Stored data entries:

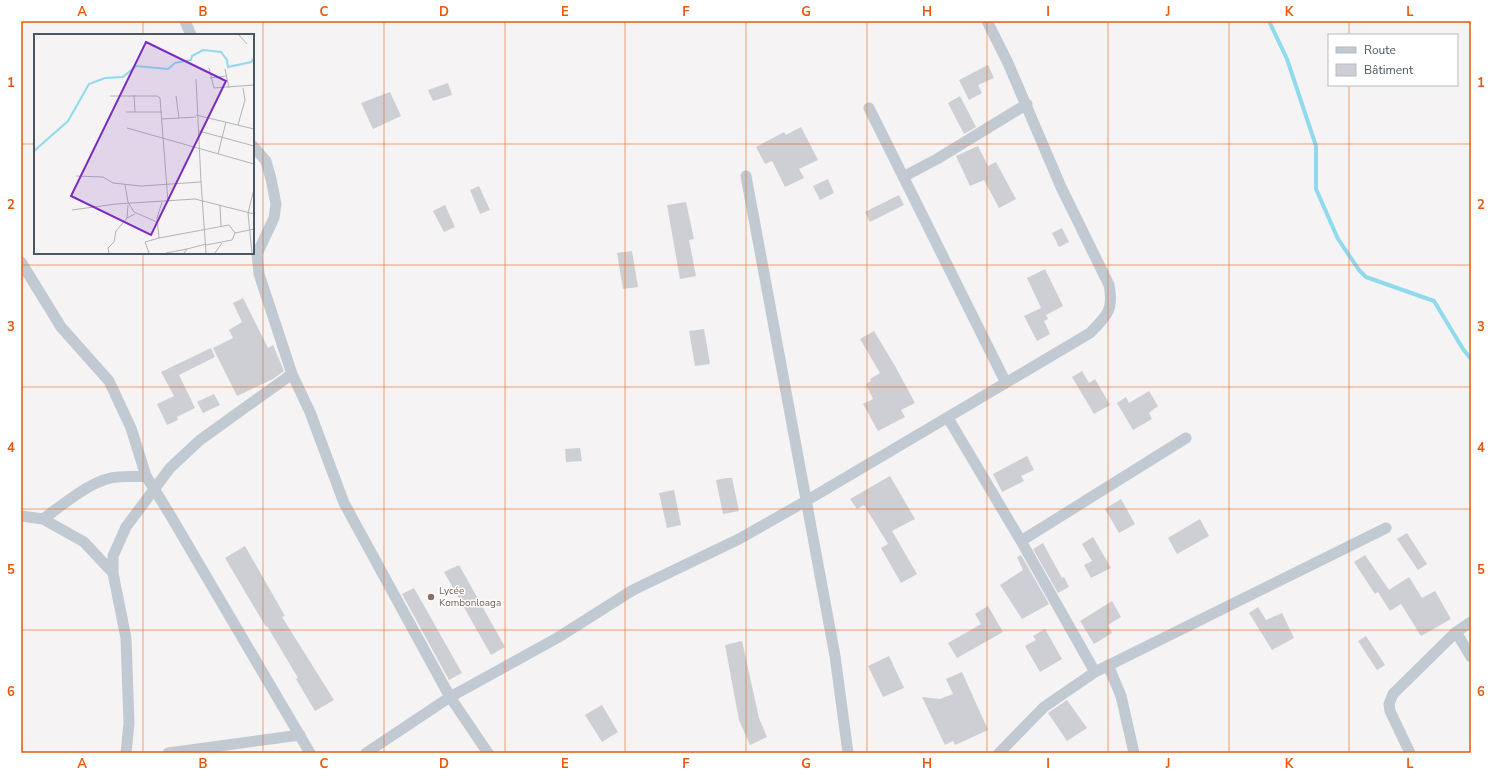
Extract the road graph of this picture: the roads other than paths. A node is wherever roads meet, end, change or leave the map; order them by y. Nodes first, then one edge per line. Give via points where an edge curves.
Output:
1 (185, 21) edge
2 (987, 21) edge
3 (191, 34) edge
4 (1027, 104) junction
5 (869, 108) dead end
6 (254, 147) edge
7 (746, 176) dead end
8 (903, 177) junction
9 (21, 262) edge
10 (292, 374) junction
11 (1006, 383) junction
12 (948, 418) junction
13 (1186, 438) dead end
14 (146, 476) junction
15 (154, 491) junction
16 (806, 501) junction
17 (21, 516) edge
18 (43, 519) junction
19 (1386, 528) dead end
20 (1021, 541) junction
21 (113, 572) junction
22 (1471, 622) edge
23 (1456, 632) junction
24 (1471, 657) edge
25 (1108, 664) junction
26 (1095, 672) junction
27 (450, 697) junction
28 (300, 735) junction
29 (126, 753) edge
30 (168, 753) edge
31 (310, 753) edge
32 (366, 753) edge
33 (488, 753) edge
34 (848, 753) edge
35 (999, 753) edge
36 (1134, 753) edge
37 (1410, 753) edge

1 - 3 street
2 - 4 street
4 - 8 street
4 - 11 street via 1061,187 1109,285 1111,308 1090,333
5 - 8 street
6 - 10 street via 266,161 276,204 274,218 257,254 259,274
7 - 16 street
8 - 11 street
9 - 14 street via 61,327 108,381 130,428
10 - 15 street via 200,440 170,468
10 - 27 street via 310,412 344,503
11 - 12 street
12 - 16 street
12 - 20 street
13 - 20 street
14 - 15 street
14 - 18 street via 119,476 108,479 87,488
15 - 21 street via 126,527 113,556
15 - 28 street
16 - 27 street via 739,539 633,590 557,638
16 - 34 street via 835,656
17 - 18 street
18 - 21 street via 84,542
19 - 25 street via 1163,640
20 - 26 street
21 - 29 street via 126,638 129,723
22 - 23 street
23 - 24 street
23 - 37 street via 1393,694 1390,700 1390,710
25 - 26 street
25 - 36 street via 1122,702
26 - 35 street via 1044,707
27 - 32 street
27 - 33 street
28 - 30 street
28 - 31 street

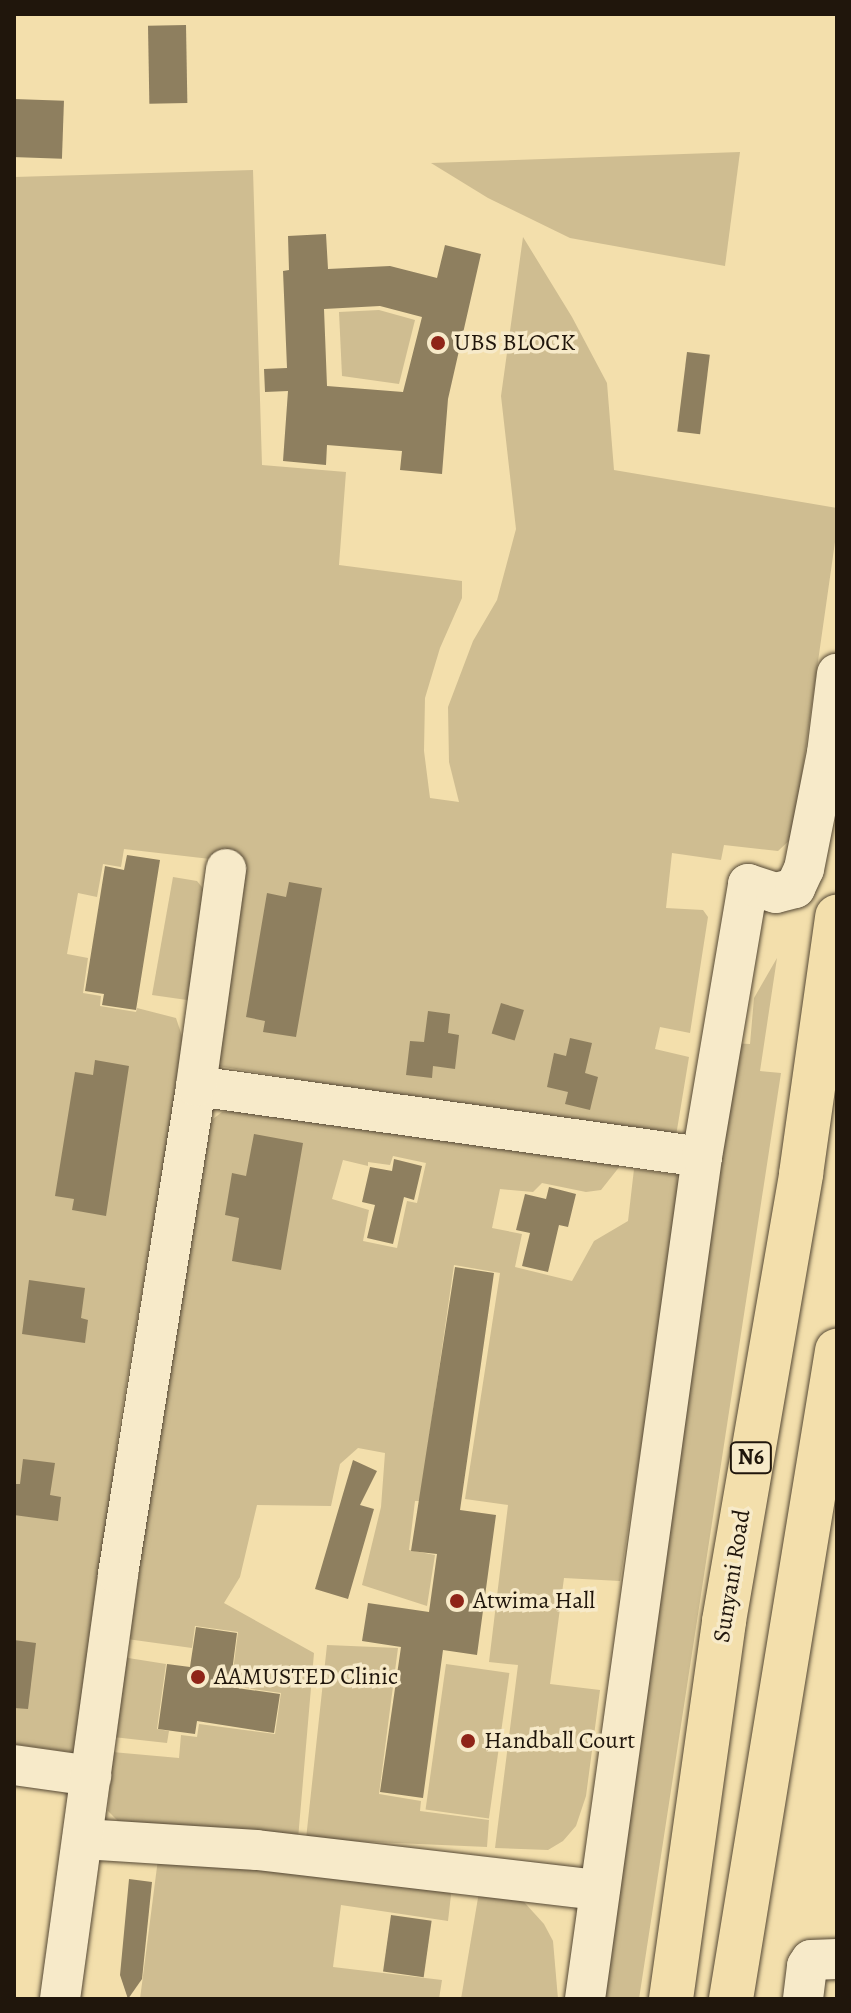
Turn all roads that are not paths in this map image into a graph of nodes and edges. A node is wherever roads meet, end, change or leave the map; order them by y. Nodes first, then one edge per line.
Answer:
1 (837, 674) edge
2 (226, 869) dead end
3 (837, 917) edge
4 (196, 1086) junction
5 (702, 1157) junction
6 (837, 1351) edge
7 (14, 1765) edge
8 (91, 1776) junction
9 (83, 1839) junction
10 (600, 1890) junction
11 (837, 1959) edge
12 (726, 1993) edge
13 (60, 1999) edge
14 (585, 1999) edge
15 (671, 1999) edge
16 (803, 1999) edge

1 - 5 street
2 - 4 street
3 - 15 main road, Sunyani Road / N6
4 - 5 street
4 - 8 street
5 - 10 street
6 - 12 main road
7 - 8 street
8 - 9 street
9 - 10 street
9 - 13 street
10 - 14 street
11 - 16 street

*Task requirements*
Copy out each line of the data where the string "first" appears.

*Task answer*
Extract the road graph of this picture: the roads other than paths. A node is wherever roads meet, end, change or leave the map; order them by y. Nodes first, then one edge per line. Give via points where an edge curves.
Turn all roads that are not paths in this map image into a graph of nodes and edges. A node is wherever roads meet, end, change or leave the map; order them by y. Nodes first, then one edge per line.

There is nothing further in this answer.